Well, the total number of our users is growing rapidly. We are still able to deliver our enhanced user experience on our platform, which we would like to guarantee. The average number of both job seekers and enterprise users achievements, which is the average monthly number of tons of mutual consent upgrade for a full [Indecipherable] has continued to increase through February. To drive this growth, we are realizing new efficiencies within our platform developed network from our continuously improving algorithm abilities and the deep exploration and insight into our users’ needs and preferences that is our forecast.

[Foreign Speech] In terms of our robust user growth, we would like to share some keywords till now in this quarter. The first keyword is blue collar. Among the new users, following the Spring Festival, blue collar users showed stronger adoption of our platform than white collar users in terms of both absolute numbers and their growth rate. The second keyword is lower tier cities. In terms of regions, the number of users from second and lower tier cities grew much faster than the number of users in first tier cities, which is a testament to our ability to expand our penetration effectively and continually in lower tier markets.

The third keyword is a small and medium-sized enterprise. The recruitment demand from SMEs are accelerated rapidly, which shows the faster recovery time of SMEs compared with large enterprises. The fourth keyword is our cash. We have witnessed a quick recovery of our cash collection and we set our cash collections to reach an all-time high in the first quarter of 2023, we have estimated over 45% growth sequentially and more than 25% growth year-over-year. The fifth and last keyword is the urban service industry. The urban service industry characterized by face-to-face contact has been a bright spot in the first quarter of this year. Since the Spring Festival, we have seen more than a 40% year-over-year increase in the total number of newly job postings.

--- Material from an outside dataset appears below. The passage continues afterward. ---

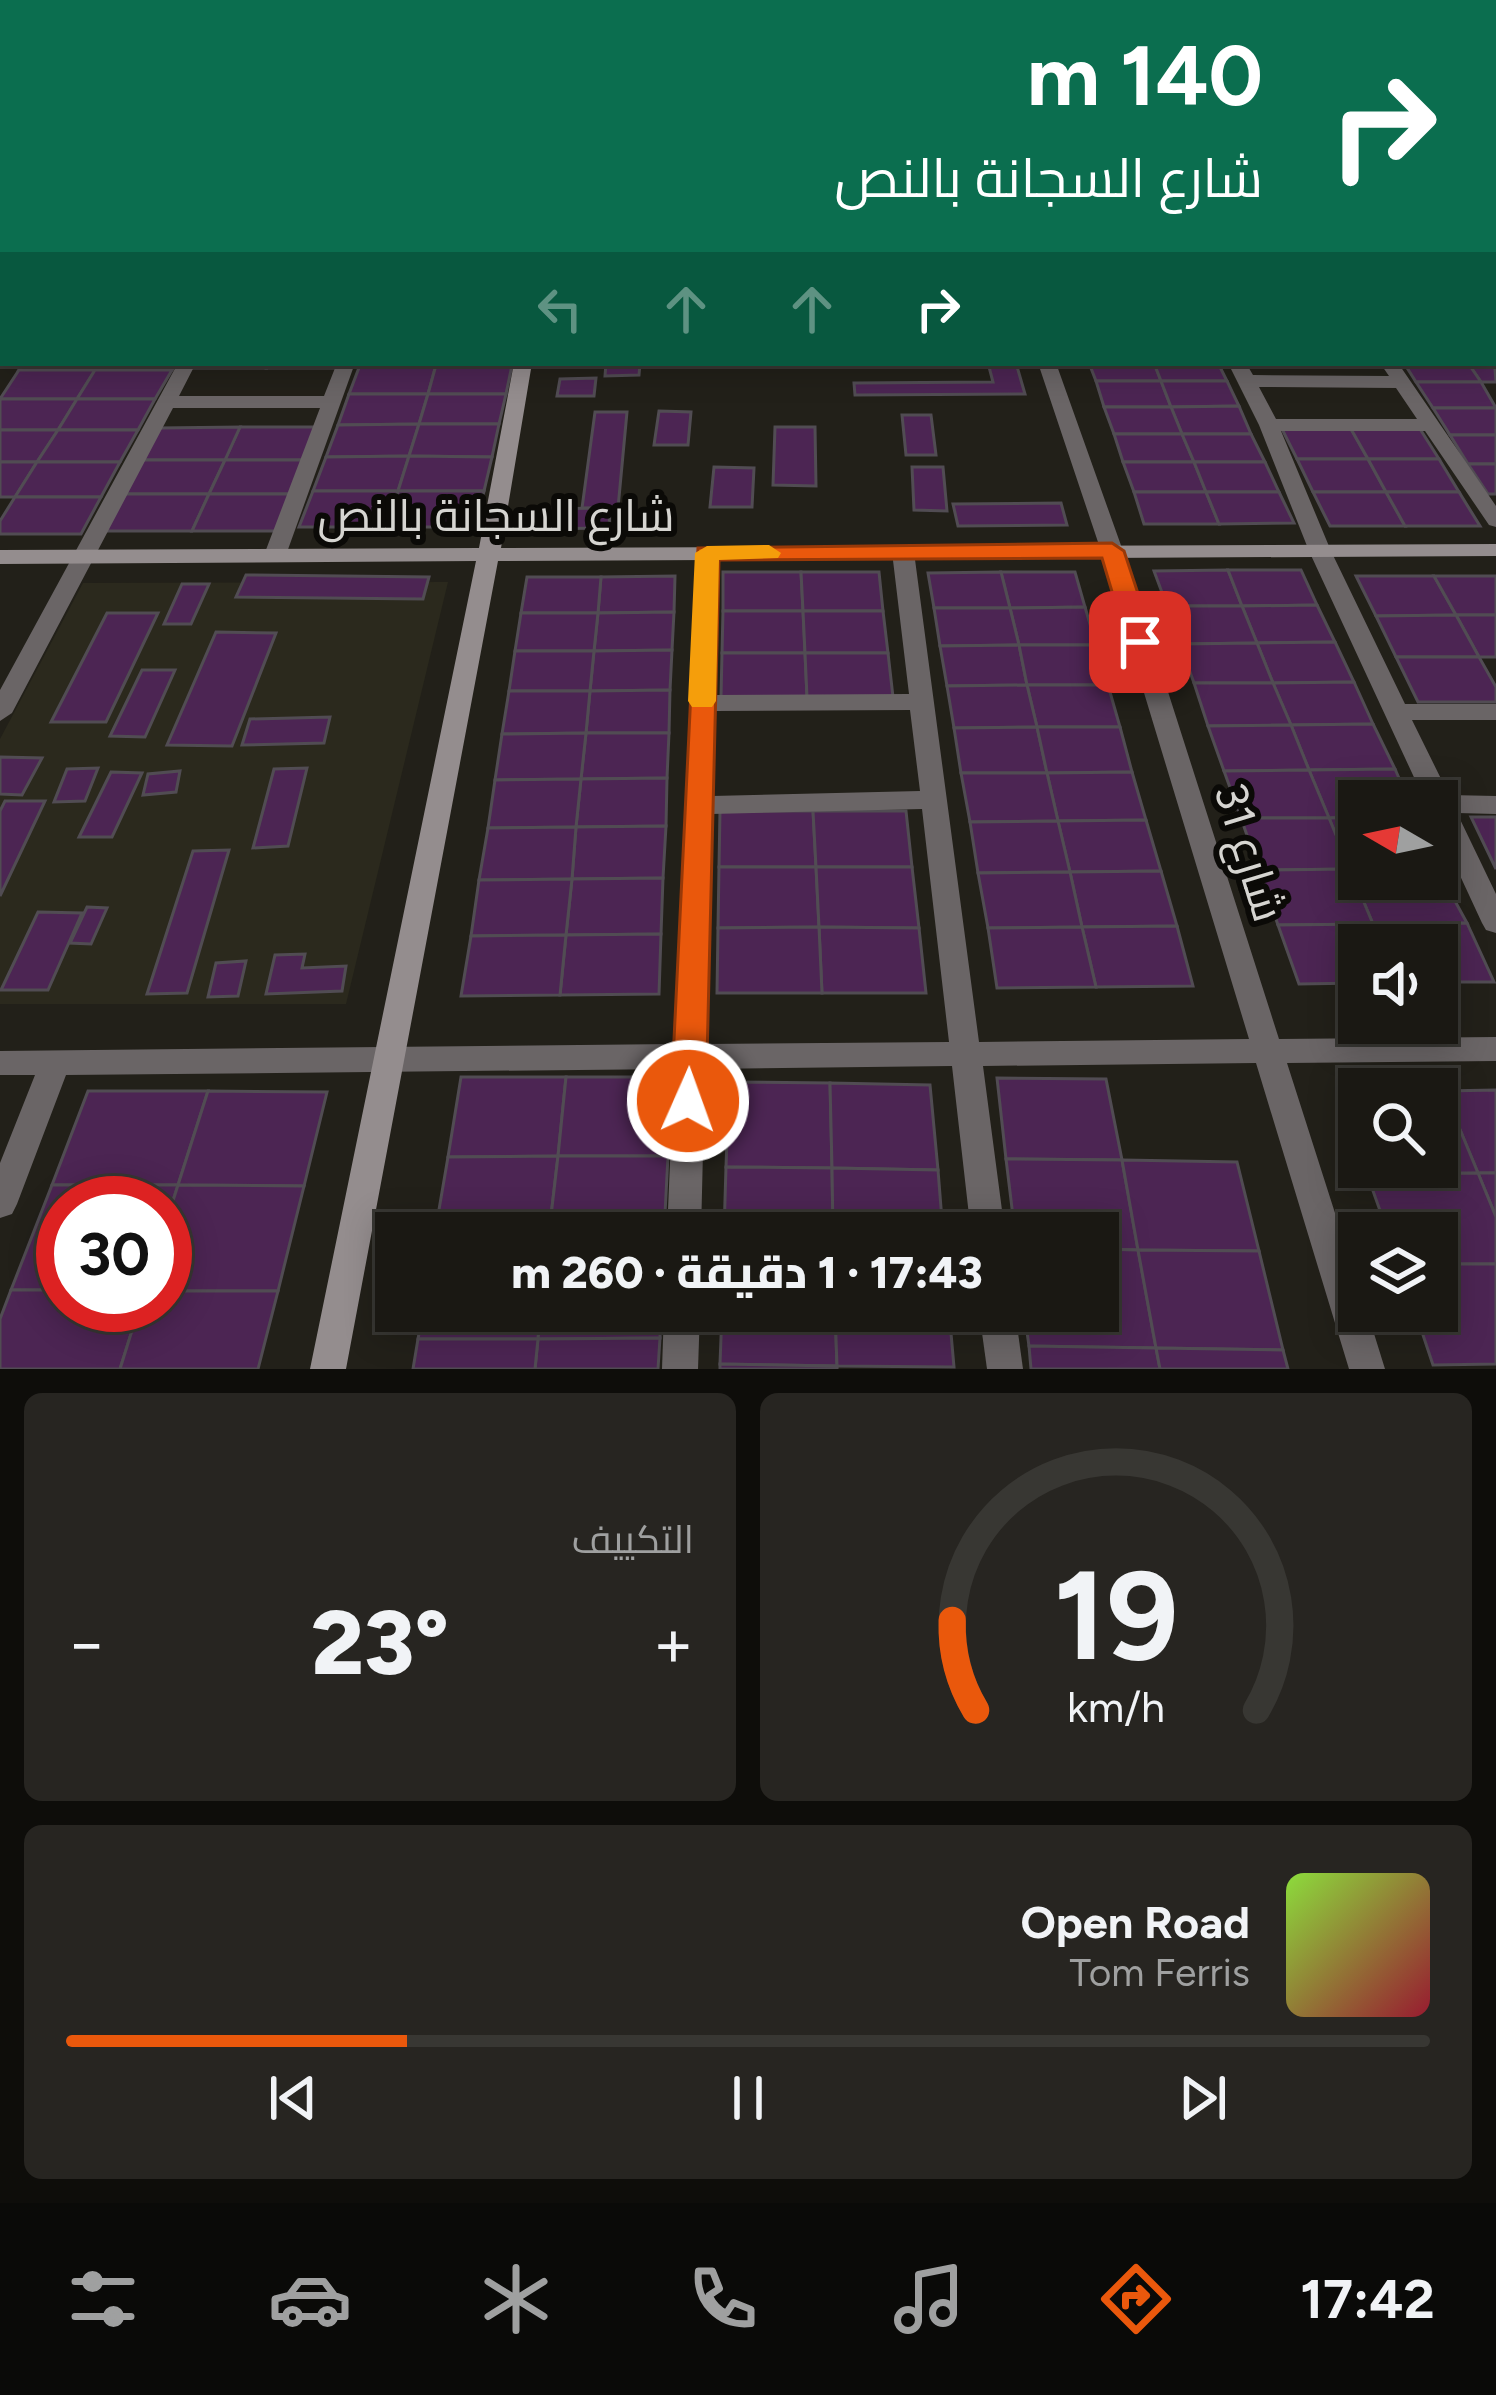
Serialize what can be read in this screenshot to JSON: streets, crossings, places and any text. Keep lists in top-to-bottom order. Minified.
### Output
{"streets":{"street":["شارع السجانة بالنص","شارع 31"]},"crossings":[["شارع السجانة بالنص","شارع 31"]],"north":"left","page":{"turn":["140 m","شارع السجانة بالنص"],"limit":"30","trip":"17:43 · 1 دقيقة · 260 m","tile":"التكييف","heat":["−","23°","+"],"song":["Open Road","Tom Ferris"],"tabs":"17:42","gauge":["19","km/h"]}}
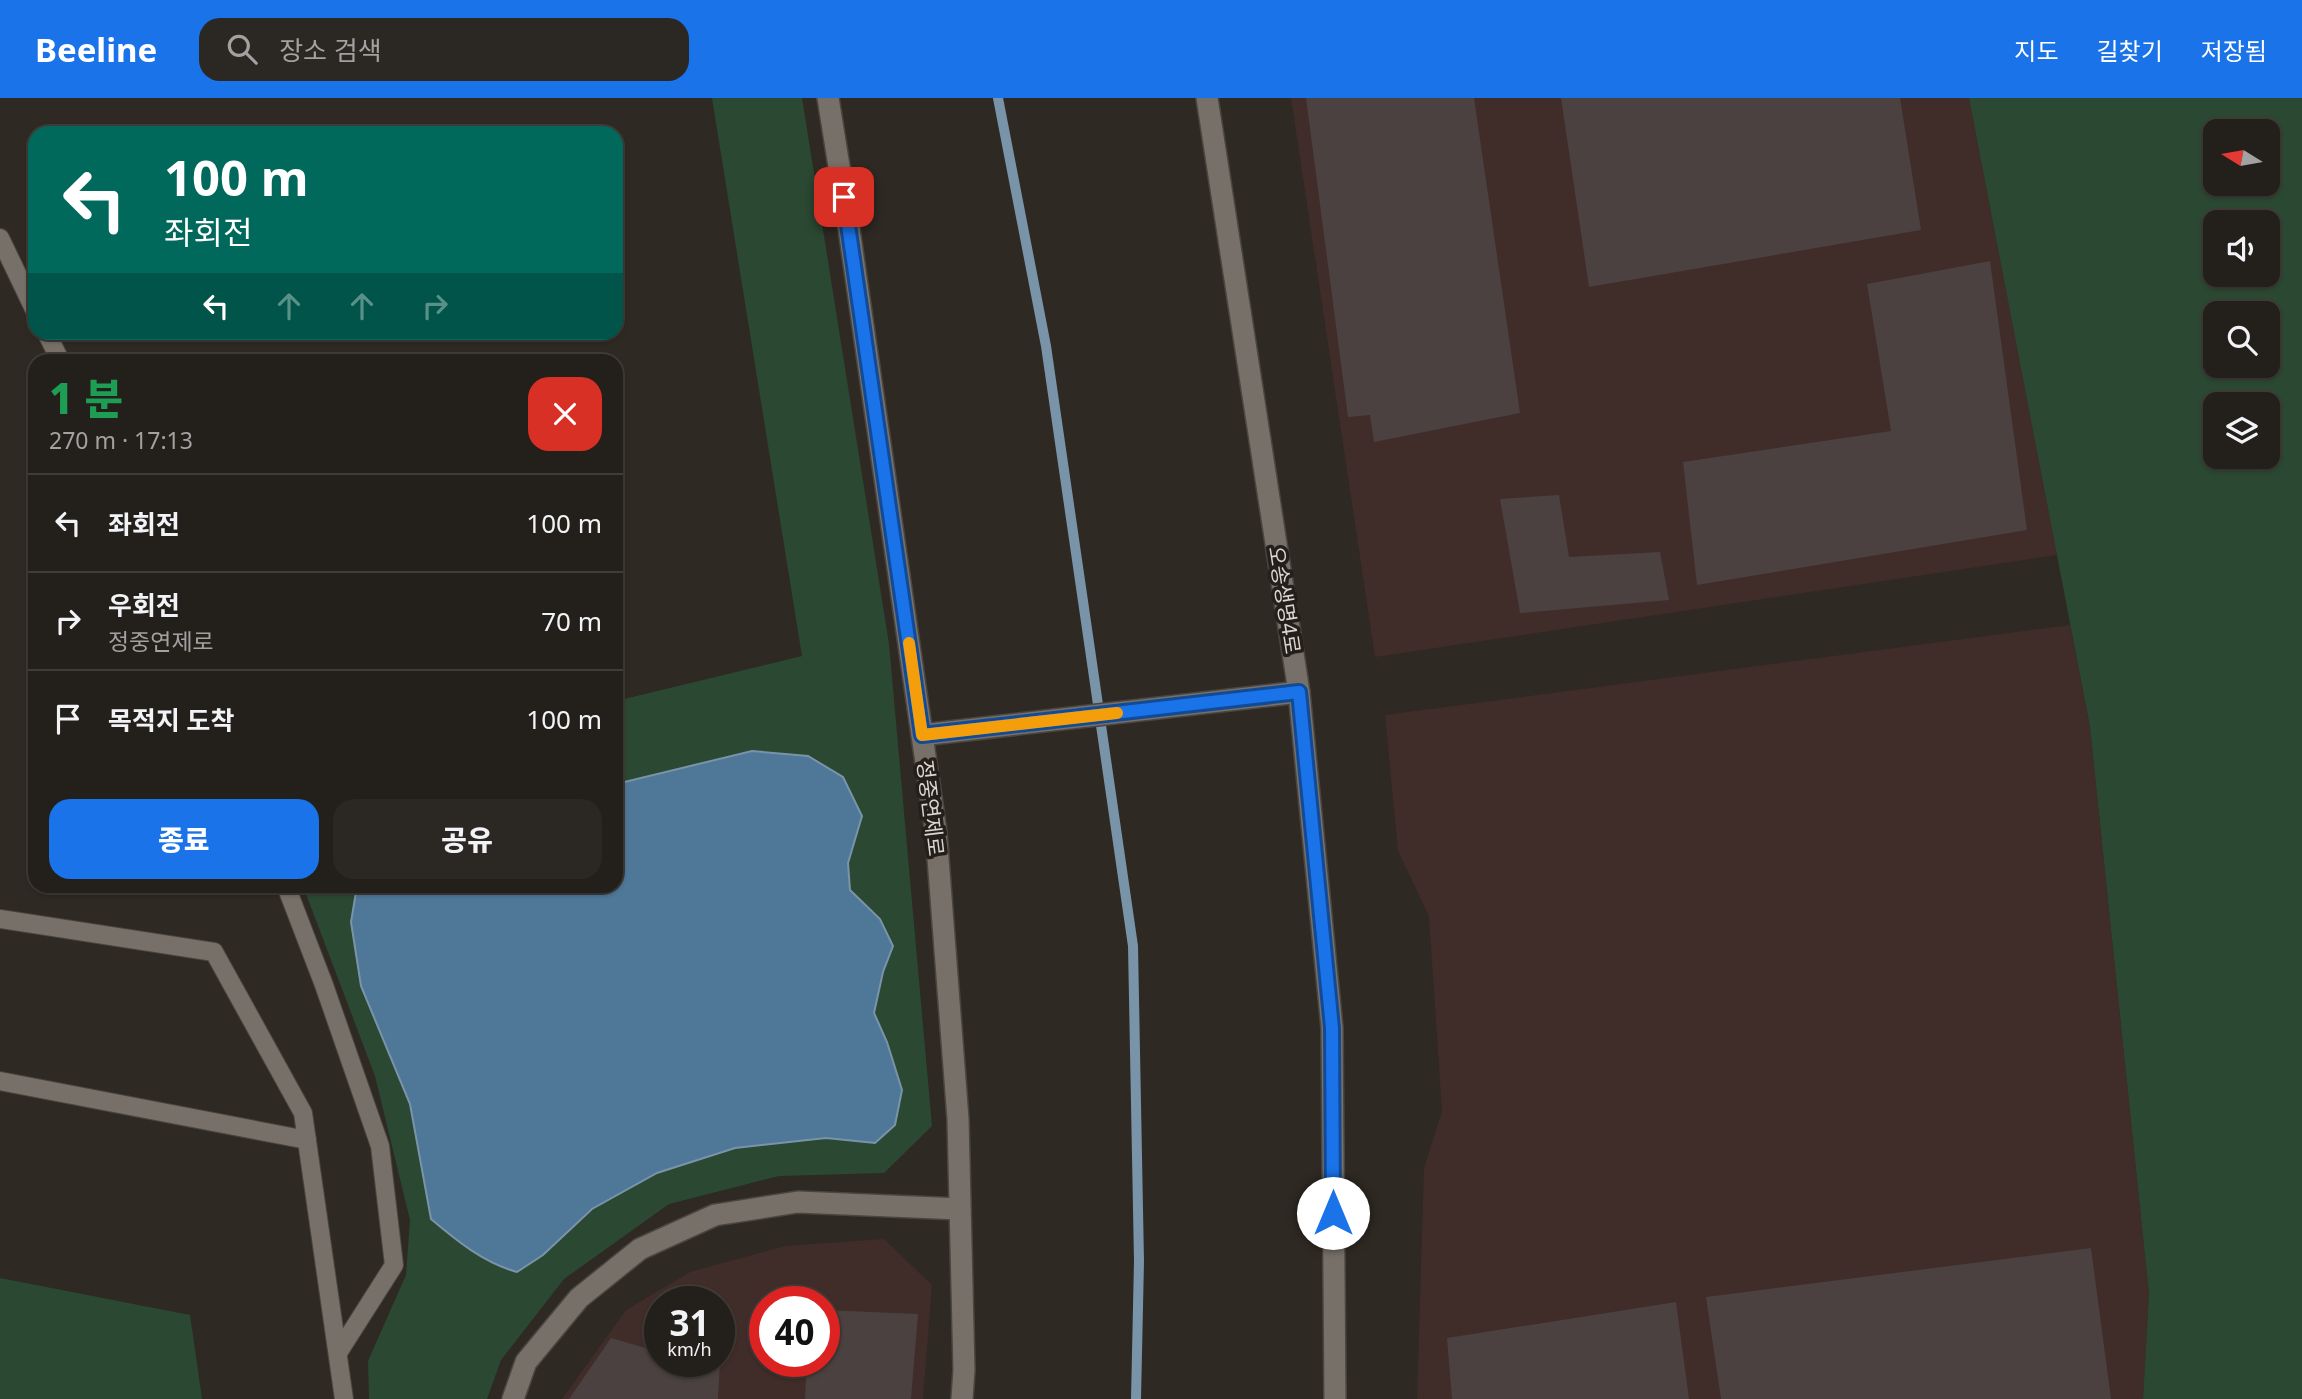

[Foreign Speech] Some other sectors also showed positive growth trend. Sectors including retail, transportation and high-end manufacturing such as the new energy and automobile as well as the healthcare industry, all performed well. Real estate and education also showed encouraging signs of stabilization and recovery after the Spring Festival. The number of open positions in sales, marketing, procurement and other functions that is presenting improving business activities of enterprises have all continued to show week over week improvement in the first quarter. The recruitment activities of medium and large enterprises also gradually pick up after the Spring Festival. All of these trends show a sign of overall economic revival and give us confidence in our growth potential for this year.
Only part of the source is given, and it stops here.